Addressing harm without blame begins with recognizing that individuals with substance use challenges deserve resources, compassion, and effective treatment. By focusing blame on actions rather than labeling people, we encourage treatment-seeking while making space for both accountability and reconciliation. For example, addressing substance use within families can involve identifying and discussing the impact of specific behaviors rather than condemning the individual. This approach creates a space where both those experiencing substance use and those affected by it can openly address harm, allowing for reconciliation and support. It ensures that the harms faced by both parties are acknowledged, without one being being minimized or excluded at the expense of the other.
Get Specific or Get Nowhere
The broad concept of stigma tends to shut down discussion rather than clarify it. When we say ‘stop the stigma,’ we leave the problem too undefined to address specific actions that would make a difference. By identifying the specific attitudes, stereotypes, and policies that perpetuate harm, we move away from vague slogans and toward targeted actions, allowing us to dismantle barriers and create tangible paths toward recovery.
It’s time to name the specific thoughts, practices, and systems that perpetuate harm. When we break stigma down into specific problems, we can begin to create targeted solutions and measure the changes we want to see. This refined approach allows us to pinpoint what is harmful, retain any elements of value, and clear a path that leads towards improved patient outcomes.
Conclusion
In theory, stigma might serve as a well-timed deterrent against risky substance use behaviors. In reality, however, it’s far from precise. Once set in motion, stigma is nearly impossible to control—it seeps into policies, systems, and personal judgments, harming those most in need of support. Even within discussions internal to the field, the term ‘stigma’ often serves as a conversation-ender or a metaphorical mic drop, keeping conversations at a surface level. The vague threat implied by stigma makes the actual harms resulting from negative social judgements around substance use hard to study, measure or address effectively. It prevents us from separating the truly harmful aspects from those that might serve a protective purpose.

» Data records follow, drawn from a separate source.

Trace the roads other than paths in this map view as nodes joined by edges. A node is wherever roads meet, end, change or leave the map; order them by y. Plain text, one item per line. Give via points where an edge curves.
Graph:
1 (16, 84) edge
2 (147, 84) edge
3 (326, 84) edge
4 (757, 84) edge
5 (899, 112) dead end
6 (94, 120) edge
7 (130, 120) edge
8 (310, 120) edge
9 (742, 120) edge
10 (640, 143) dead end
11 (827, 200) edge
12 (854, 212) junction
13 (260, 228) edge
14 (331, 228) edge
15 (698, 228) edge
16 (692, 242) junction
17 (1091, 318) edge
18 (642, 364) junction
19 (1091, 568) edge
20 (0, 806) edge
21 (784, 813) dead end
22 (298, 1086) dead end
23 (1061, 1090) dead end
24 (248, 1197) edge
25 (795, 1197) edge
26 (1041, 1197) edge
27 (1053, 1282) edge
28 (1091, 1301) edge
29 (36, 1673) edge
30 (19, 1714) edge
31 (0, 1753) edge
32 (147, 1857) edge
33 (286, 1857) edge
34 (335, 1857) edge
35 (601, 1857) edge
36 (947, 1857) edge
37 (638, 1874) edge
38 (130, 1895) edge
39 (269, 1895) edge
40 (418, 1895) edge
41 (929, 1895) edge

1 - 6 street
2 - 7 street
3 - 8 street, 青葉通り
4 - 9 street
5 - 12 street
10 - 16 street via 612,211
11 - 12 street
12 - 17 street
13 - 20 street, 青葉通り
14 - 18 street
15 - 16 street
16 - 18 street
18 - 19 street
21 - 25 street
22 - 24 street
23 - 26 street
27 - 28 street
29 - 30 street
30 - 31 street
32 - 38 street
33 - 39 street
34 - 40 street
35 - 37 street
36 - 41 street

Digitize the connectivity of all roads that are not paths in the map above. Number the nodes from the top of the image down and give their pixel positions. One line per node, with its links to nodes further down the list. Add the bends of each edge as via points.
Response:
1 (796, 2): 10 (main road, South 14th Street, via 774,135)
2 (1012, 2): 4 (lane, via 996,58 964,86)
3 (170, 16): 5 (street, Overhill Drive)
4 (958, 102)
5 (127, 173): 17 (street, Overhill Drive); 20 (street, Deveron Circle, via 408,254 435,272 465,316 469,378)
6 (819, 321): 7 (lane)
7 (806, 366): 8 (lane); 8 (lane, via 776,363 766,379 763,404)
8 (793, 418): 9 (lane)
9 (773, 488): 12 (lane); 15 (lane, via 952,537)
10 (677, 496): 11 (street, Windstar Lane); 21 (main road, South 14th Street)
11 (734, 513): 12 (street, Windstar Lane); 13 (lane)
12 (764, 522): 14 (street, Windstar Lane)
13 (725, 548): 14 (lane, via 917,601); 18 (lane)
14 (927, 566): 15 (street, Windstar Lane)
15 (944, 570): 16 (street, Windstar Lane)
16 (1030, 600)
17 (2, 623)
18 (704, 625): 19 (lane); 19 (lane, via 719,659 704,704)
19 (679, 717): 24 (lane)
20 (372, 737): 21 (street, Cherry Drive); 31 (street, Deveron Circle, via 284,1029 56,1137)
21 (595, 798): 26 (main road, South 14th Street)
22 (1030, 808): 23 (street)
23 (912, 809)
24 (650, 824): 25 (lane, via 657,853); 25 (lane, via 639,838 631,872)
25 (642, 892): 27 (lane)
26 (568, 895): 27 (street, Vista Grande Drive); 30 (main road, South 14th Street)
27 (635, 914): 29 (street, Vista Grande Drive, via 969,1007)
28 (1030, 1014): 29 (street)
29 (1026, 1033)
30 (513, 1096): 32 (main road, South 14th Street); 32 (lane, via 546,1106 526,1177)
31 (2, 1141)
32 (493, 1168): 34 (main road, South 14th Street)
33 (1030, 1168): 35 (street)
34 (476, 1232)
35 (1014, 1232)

It’s time to see the big bad wolf of stigma for what it is: a hollow, overused villain that distracts us from the real work of addressing specific, actionable barriers to recovery. Relying too heavily on such a broad concept creates missed opportunities for meaningful solutions that address the complexities of substance use. Measurable change will begin when we stop talking about stigma and start dismantling the barriers to care.